Professor explores views on tobacco use
If you only smoke occasionally, does that make you a smoker? Surprisingly, new research by Associate Professor of Psychology Michael Berg reveals that many college students who may light up at parties or indulge in a cigarette or two on weekends do not consider themselves smokers.
Berg, coordinator of the Public Health Program at Wheaton, has been working with his wife, Linda Lin, a professor and chair of psychology at Emmanuel College, to look at issues of identity in tobacco using attitudes and behavior. Their research is shedding new light on an evolving student-health issue and may help build understanding on college campuses across the country.
They became interested in collaborating on the project to better understand what Berg calls “non-identified smokers” two years ago, when Emmanuel initiated a campuswide smoking ban, resulting in many conversations among students, faculty and staff about related health issues.
While tobacco use has steadily declined in the United States over the past decade, many American college students continue to smoke on a limited but regular basis. Young adults aged 18–25 have the highest rate of tobacco use of any age group in the U.S., with the majority smoking only intermittently.
As Berg and Lin interviewed students on both of their campuses, they learned that intermittent smokers were reluctant to admit that they were smokers. Much of this hesitation seems to be rooted in the deep social stigma attached to tobacco use, Berg says.
“We live in a time when heavy smokers are on the decline nationally and regular daily smoking is down,” he notes, “but social smoking is increasing and casual smoking is holding steady.”
What many of these casual smokers may not understand, he says, is the very real possibility of health problems associated with intermittent smoking. While the damage that a pack-a-day habit can cause is well understood and acknowledged among students, the occasional consumption of nicotine also can lead to serious problems.
“There are health risks among those who are even smoking one or two cigarettes per month,” Berg says, “though these occasional smokers usually are unaware or in denial of these risks.”
Berg and Lin developed an online survey to better understand what’s going on and possibly raise awareness among students. They asked survey participants two “smoking identity” questions: 1) Do you consider yourself a smoker? and 2) Have you smoked a cigarette in the past 30 days?
“What was surprising was that 64 percent of the 538 respondents who answered ‘no’ to the first question answered ‘yes’ to the second question,” Berg explains. Non-identified smokers made up 12.5 percent of the sample.

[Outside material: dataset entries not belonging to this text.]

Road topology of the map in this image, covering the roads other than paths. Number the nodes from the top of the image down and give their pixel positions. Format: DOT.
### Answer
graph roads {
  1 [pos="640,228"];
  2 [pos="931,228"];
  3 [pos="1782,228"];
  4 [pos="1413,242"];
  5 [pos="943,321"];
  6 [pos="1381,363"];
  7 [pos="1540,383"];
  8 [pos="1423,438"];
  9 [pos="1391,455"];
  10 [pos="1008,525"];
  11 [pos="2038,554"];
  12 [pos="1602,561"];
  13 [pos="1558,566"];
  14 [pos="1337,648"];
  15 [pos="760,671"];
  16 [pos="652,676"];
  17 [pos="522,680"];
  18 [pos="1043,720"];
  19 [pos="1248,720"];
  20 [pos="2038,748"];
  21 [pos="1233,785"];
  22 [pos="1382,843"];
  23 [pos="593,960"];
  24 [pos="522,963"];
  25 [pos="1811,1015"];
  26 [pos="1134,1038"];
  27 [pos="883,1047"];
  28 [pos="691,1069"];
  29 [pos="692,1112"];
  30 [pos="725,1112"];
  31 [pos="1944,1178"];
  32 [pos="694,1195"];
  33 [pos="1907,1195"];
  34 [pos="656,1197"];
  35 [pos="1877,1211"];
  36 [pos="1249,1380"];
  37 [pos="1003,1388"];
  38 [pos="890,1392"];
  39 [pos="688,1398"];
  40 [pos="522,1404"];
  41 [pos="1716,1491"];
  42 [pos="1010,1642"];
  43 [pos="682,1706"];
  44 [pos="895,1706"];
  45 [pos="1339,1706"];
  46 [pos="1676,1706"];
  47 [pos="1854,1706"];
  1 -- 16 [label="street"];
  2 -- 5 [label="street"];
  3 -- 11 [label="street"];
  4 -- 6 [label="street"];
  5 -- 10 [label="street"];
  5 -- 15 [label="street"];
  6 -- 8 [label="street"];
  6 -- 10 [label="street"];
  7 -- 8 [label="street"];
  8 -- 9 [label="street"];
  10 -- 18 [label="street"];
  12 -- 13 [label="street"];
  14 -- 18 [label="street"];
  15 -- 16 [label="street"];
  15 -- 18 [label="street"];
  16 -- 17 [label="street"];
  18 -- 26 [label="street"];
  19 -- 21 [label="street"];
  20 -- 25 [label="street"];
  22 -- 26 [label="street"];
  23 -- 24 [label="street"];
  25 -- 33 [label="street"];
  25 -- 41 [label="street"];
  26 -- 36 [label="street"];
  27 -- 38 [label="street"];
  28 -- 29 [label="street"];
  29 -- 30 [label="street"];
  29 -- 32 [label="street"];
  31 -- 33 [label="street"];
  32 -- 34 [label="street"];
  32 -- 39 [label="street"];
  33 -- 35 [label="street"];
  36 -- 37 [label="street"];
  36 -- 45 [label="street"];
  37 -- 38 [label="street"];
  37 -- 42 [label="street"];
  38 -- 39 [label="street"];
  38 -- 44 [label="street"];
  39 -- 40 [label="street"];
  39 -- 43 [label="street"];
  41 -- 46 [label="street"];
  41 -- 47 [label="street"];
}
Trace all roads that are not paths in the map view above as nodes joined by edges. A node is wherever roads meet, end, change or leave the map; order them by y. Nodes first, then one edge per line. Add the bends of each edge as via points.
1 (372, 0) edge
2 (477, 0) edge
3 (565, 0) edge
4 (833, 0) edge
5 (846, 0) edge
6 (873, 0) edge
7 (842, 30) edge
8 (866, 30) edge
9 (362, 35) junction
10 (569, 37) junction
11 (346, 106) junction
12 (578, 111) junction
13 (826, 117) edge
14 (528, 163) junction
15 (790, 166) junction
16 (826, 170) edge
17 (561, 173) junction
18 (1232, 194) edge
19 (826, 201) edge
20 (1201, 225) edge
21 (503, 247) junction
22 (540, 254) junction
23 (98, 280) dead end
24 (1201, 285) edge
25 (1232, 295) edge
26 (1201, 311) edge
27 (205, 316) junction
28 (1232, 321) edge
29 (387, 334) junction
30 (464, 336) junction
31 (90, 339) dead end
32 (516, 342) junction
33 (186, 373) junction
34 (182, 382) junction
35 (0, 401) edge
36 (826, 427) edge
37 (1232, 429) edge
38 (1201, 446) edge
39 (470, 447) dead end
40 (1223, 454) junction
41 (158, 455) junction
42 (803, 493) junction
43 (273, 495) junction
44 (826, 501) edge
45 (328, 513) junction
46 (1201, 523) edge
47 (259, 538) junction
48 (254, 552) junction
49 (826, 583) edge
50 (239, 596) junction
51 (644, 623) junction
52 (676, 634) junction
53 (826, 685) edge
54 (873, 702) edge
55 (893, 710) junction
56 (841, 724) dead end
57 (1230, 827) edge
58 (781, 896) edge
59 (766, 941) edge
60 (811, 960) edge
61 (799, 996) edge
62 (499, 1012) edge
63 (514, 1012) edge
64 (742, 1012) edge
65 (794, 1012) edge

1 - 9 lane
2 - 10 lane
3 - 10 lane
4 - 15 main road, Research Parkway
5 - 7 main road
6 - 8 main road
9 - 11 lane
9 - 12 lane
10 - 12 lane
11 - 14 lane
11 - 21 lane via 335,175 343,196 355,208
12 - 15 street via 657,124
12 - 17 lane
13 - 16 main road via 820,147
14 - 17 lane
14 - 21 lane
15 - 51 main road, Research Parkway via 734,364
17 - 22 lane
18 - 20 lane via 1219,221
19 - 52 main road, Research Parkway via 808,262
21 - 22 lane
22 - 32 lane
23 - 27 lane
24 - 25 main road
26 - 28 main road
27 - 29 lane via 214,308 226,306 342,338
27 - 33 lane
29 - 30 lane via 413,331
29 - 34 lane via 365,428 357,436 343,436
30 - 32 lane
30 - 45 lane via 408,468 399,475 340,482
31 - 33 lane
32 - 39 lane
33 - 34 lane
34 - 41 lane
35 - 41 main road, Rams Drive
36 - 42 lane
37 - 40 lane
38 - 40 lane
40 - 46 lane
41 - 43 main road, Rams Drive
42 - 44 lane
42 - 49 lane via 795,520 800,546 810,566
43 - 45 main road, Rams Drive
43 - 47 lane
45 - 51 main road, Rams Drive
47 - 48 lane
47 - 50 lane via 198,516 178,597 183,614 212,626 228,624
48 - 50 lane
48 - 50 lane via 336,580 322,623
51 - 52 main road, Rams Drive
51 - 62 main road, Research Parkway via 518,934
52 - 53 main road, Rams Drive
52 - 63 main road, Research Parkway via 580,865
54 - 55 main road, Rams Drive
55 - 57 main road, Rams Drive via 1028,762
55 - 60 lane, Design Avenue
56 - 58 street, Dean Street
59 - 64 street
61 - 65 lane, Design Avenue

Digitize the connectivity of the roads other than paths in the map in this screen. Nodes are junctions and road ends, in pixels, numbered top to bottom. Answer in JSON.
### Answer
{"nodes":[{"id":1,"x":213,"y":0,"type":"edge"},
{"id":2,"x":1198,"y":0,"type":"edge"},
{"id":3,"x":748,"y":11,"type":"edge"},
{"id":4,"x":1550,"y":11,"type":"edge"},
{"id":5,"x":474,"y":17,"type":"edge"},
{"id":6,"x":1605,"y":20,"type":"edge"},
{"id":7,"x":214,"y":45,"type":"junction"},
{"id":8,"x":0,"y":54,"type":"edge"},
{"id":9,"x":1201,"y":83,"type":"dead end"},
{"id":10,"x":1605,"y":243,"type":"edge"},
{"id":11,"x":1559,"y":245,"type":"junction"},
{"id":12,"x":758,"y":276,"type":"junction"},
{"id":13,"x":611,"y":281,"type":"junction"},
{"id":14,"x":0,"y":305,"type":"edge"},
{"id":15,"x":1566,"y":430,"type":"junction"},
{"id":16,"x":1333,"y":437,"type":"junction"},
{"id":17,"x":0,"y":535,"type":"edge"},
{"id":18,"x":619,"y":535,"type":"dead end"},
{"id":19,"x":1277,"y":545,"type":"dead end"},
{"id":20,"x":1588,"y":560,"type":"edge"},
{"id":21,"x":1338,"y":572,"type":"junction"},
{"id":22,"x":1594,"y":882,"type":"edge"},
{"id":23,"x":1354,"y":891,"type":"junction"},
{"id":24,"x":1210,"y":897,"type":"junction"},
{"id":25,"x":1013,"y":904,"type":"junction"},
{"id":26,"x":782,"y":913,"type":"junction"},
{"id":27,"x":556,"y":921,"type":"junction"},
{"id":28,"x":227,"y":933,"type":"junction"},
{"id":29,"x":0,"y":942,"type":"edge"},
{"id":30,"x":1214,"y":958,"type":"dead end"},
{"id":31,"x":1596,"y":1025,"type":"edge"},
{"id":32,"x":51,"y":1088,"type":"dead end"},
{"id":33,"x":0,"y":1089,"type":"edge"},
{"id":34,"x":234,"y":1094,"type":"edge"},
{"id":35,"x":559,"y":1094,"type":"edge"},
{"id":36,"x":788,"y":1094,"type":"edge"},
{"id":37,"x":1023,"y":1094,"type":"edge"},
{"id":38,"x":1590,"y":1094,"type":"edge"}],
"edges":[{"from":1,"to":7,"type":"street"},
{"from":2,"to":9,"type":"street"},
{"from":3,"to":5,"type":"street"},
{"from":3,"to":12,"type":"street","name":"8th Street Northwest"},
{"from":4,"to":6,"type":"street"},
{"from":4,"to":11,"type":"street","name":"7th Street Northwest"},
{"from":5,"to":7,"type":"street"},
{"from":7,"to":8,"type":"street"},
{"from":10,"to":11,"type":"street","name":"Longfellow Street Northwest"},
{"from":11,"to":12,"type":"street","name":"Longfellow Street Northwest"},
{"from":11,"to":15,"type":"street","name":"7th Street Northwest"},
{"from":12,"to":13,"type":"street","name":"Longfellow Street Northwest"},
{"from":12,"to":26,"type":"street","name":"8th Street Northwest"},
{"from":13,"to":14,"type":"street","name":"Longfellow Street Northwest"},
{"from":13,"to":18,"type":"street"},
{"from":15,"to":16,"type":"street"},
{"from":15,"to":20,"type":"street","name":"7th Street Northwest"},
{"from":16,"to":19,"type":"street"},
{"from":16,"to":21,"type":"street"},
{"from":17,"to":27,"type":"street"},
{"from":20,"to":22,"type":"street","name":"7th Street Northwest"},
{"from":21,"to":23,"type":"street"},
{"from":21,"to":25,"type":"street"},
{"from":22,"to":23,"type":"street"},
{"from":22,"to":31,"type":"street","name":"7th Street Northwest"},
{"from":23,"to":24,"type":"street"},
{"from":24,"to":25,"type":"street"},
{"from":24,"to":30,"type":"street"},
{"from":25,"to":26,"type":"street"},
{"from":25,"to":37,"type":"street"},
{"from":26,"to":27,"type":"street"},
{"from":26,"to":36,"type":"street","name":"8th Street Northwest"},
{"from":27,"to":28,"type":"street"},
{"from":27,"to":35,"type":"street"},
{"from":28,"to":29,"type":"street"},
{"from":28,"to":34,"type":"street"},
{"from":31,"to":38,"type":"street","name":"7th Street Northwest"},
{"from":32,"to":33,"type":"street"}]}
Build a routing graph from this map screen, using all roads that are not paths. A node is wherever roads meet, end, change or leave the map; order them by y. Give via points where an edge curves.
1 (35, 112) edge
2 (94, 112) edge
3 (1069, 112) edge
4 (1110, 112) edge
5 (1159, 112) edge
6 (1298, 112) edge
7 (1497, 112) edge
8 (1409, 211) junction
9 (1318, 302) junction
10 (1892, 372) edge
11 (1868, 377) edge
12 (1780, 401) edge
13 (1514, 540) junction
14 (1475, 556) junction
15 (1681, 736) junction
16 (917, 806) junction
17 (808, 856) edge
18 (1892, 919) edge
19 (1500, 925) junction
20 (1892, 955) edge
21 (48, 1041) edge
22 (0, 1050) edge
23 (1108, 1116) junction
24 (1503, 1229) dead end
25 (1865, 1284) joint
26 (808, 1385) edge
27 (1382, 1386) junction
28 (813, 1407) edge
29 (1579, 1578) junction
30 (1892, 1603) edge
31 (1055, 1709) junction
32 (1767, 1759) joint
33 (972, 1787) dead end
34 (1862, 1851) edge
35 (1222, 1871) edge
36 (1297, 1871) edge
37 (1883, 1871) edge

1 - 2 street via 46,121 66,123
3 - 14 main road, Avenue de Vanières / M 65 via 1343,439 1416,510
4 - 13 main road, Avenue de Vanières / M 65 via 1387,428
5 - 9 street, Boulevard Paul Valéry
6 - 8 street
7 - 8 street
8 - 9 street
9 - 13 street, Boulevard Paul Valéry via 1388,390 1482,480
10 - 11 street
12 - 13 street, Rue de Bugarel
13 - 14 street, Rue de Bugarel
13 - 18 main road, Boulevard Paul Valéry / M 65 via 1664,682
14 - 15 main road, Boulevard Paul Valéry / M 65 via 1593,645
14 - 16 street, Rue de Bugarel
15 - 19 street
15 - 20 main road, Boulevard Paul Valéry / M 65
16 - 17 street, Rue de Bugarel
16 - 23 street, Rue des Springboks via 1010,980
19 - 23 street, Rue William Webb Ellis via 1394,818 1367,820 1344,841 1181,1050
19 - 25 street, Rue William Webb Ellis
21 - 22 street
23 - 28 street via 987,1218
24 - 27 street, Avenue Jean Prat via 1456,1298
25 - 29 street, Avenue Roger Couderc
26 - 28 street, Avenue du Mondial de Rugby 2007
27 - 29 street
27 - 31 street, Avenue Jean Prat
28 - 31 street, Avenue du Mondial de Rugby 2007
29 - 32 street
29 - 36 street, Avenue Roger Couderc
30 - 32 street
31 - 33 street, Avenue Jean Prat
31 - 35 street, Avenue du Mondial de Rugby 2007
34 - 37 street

Those in this group perceived themselves as less addicted and were more confident in their ability to quit smoking.
Discussions with some of the respondents revealed that, among those who admitted to smoking occasionally but not being smokers, there were common criteria that many observed that technically kept them out of the “smokers” category.
“There seem to be certain specific social rules that they set up for themselves that they feel keep them from being stigmatized as smokers,” Berg points out. “These include not buying their own cigarettes, but borrowing them from others; smoking only when drinking alcohol; only smoking on social occasions, and never alone.”
The research results have been submitted for review for publication in the Journal of American College Health, whose main readership is college and university health directors. “This is an important audience that we want to reach,” says Berg, the lead author on the paper. Lin is co-author and Maia White ’16, who served as a research assistant, also will be listed as a co-author of the paper.
Berg says he hopes the research will both inform health directors and motivate them to help students whom they may not even realize are engaging in a health risk.